**Exercise:** The records below are to be reproduced exactly, with every picture left out.

╭─ Task inputs

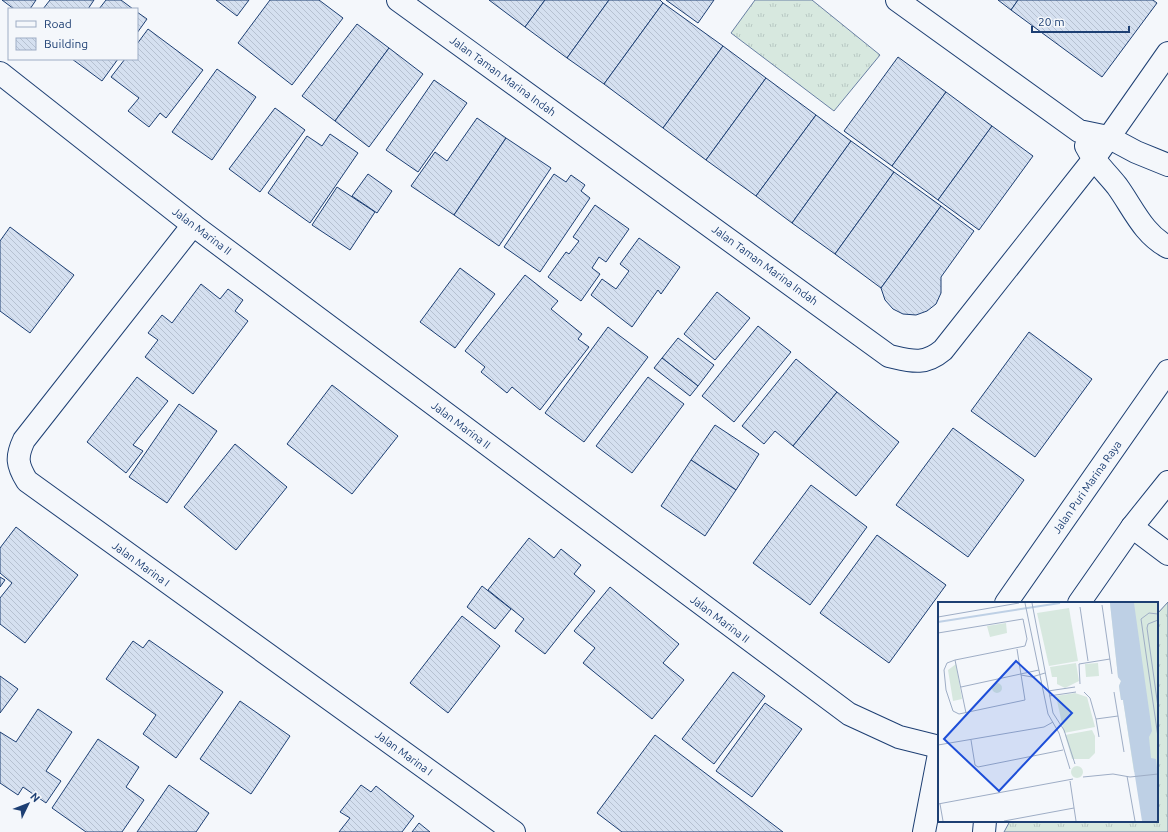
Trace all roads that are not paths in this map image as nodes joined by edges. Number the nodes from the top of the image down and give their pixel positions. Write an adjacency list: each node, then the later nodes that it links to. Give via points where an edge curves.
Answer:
1 (398, 0): 7 (street, Jalan Taman Marina Indah, via 889,356 902,359 924,361 934,358 943,350)
2 (897, 0): 5 (street)
3 (1168, 53): 6 (street, Jalan Taman Marina Indah)
4 (0, 74): 9 (street, Jalan Marina II)
5 (1079, 131): 6 (street); 7 (street)
6 (1108, 137): 7 (street, Jalan Taman Marina Indah); 8 (street)
7 (1093, 160): 10 (street, via 1116,185 1156,241)
8 (1168, 166)
9 (193, 225): 17 (street, Jalan Marina II, via 849,714 900,737); 20 (street, Jalan Marina I, via 24,440 17,453 20,470 27,481)
10 (1168, 247)
11 (1168, 371): 15 (street, Jalan Puri Marina Raya)
12 (1168, 482): 13 (street)
13 (1132, 527): 14 (street); 16 (street)
14 (1168, 554)
15 (1007, 602)
16 (1080, 602)
17 (938, 747)
18 (938, 759): 21 (street)
19 (985, 822): 22 (street)
20 (514, 832)
21 (924, 832)
22 (984, 832)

╰─

**Finished task:**
Trace all roads that are not paths in this map image as nodes joined by edges. Number the nodes from the top of the image down and give their pixel positions. Write an adjacency list: each node, then the later nodes that it links to. Give via points where an edge curves.
Answer:
1 (398, 0): 7 (street, Jalan Taman Marina Indah, via 889,356 902,359 924,361 934,358 943,350)
2 (897, 0): 5 (street)
3 (1168, 53): 6 (street, Jalan Taman Marina Indah)
4 (0, 74): 9 (street, Jalan Marina II)
5 (1079, 131): 6 (street); 7 (street)
6 (1108, 137): 7 (street, Jalan Taman Marina Indah); 8 (street)
7 (1093, 160): 10 (street, via 1116,185 1156,241)
8 (1168, 166)
9 (193, 225): 17 (street, Jalan Marina II, via 849,714 900,737); 20 (street, Jalan Marina I, via 24,440 17,453 20,470 27,481)
10 (1168, 247)
11 (1168, 371): 15 (street, Jalan Puri Marina Raya)
12 (1168, 482): 13 (street)
13 (1132, 527): 14 (street); 16 (street)
14 (1168, 554)
15 (1007, 602)
16 (1080, 602)
17 (938, 747)
18 (938, 759): 21 (street)
19 (985, 822): 22 (street)
20 (514, 832)
21 (924, 832)
22 (984, 832)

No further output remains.